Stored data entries
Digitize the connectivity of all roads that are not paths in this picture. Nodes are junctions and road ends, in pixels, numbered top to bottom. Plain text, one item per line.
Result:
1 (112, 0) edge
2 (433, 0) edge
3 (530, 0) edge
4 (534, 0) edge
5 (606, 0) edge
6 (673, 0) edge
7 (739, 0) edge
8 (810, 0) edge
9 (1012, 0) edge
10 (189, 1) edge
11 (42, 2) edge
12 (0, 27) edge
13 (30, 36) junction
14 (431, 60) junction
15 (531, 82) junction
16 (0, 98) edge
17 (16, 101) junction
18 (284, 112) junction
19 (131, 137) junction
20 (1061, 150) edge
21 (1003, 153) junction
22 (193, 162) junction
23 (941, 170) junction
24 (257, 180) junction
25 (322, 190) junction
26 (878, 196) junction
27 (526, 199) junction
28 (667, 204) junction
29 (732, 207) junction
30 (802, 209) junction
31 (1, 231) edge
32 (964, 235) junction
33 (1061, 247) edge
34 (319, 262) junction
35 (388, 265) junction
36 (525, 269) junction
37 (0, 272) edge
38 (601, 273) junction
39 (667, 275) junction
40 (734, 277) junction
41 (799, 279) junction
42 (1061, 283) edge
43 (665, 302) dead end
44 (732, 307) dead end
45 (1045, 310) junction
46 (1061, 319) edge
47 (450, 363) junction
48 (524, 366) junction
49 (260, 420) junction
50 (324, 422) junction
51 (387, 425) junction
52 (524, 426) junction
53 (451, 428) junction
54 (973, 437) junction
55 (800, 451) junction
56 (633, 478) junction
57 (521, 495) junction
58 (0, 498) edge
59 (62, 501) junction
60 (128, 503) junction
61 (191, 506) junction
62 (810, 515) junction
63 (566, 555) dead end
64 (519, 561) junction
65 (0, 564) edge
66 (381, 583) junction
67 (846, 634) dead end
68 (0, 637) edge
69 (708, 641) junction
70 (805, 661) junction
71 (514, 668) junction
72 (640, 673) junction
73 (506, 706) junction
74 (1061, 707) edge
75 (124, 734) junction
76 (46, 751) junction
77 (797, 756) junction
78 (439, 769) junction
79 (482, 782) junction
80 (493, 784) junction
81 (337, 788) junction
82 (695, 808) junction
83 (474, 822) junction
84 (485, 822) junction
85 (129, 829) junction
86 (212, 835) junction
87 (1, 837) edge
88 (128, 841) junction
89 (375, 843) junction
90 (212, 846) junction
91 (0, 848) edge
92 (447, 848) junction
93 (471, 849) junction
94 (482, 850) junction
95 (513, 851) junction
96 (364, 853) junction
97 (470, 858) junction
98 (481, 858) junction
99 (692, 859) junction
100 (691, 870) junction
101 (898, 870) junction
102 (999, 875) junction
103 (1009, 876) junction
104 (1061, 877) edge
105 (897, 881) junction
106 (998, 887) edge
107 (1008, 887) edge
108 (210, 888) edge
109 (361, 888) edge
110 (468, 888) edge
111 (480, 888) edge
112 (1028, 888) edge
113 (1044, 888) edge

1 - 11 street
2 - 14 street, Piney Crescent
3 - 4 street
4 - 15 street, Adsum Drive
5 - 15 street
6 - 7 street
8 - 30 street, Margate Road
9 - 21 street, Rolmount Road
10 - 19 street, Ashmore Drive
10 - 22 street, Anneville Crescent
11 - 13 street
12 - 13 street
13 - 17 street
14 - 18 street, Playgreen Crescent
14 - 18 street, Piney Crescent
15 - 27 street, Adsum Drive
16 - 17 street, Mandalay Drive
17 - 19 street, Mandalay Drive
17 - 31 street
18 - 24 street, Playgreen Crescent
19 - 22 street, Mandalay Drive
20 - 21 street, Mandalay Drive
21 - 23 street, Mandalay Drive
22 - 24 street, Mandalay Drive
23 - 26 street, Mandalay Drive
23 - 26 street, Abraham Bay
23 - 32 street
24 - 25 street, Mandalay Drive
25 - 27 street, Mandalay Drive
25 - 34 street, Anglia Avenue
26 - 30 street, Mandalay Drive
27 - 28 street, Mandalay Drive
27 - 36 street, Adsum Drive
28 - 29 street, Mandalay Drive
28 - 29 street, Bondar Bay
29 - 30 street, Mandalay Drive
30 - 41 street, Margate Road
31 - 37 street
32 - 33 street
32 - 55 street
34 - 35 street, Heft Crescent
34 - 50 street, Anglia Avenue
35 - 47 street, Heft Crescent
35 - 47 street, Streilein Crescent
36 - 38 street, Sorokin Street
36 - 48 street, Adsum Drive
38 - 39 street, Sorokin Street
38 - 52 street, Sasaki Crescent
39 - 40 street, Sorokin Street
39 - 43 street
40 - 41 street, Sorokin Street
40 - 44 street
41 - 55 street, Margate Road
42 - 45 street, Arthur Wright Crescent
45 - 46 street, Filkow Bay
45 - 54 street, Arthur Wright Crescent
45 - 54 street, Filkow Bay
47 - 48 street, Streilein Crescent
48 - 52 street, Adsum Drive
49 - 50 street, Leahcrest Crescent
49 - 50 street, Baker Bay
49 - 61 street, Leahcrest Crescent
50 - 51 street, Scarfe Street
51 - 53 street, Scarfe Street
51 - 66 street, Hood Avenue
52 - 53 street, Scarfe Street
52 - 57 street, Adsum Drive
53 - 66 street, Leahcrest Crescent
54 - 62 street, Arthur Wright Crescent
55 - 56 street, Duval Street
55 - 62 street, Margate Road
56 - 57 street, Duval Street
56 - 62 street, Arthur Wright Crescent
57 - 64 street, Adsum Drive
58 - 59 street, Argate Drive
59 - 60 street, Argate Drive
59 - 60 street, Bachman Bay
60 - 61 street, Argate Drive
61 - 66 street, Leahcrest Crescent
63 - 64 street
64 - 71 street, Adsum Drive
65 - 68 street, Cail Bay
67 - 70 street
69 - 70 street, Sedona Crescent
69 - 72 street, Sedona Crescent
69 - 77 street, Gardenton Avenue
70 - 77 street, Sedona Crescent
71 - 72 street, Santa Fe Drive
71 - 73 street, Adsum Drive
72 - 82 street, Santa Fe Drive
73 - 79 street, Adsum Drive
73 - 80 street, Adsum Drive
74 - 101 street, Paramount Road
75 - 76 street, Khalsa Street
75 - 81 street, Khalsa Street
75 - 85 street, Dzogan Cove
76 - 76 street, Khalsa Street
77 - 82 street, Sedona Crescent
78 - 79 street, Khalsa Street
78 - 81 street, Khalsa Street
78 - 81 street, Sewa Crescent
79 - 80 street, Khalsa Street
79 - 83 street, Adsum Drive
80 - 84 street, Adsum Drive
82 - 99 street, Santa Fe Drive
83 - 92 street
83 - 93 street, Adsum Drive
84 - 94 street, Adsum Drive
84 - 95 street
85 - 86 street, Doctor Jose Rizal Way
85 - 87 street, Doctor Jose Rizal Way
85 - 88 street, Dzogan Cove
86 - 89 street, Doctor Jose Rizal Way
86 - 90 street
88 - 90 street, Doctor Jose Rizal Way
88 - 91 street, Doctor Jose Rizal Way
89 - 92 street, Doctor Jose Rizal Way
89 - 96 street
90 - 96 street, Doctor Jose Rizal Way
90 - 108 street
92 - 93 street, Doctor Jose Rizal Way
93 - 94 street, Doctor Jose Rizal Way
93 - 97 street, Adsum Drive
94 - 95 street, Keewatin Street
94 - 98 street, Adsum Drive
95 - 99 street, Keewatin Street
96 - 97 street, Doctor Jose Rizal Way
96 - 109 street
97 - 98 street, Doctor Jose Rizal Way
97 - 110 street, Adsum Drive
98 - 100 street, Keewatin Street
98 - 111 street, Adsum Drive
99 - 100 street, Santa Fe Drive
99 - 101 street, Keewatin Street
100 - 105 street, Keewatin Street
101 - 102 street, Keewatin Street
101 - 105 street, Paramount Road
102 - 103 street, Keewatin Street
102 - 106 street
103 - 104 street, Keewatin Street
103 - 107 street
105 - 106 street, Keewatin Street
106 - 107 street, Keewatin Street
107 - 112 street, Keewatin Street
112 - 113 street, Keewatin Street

### Work order
Please show all lines from the entries that contain the word "Margate".

### Output of the exercise
8 - 30 street, Margate Road
30 - 41 street, Margate Road
41 - 55 street, Margate Road
55 - 62 street, Margate Road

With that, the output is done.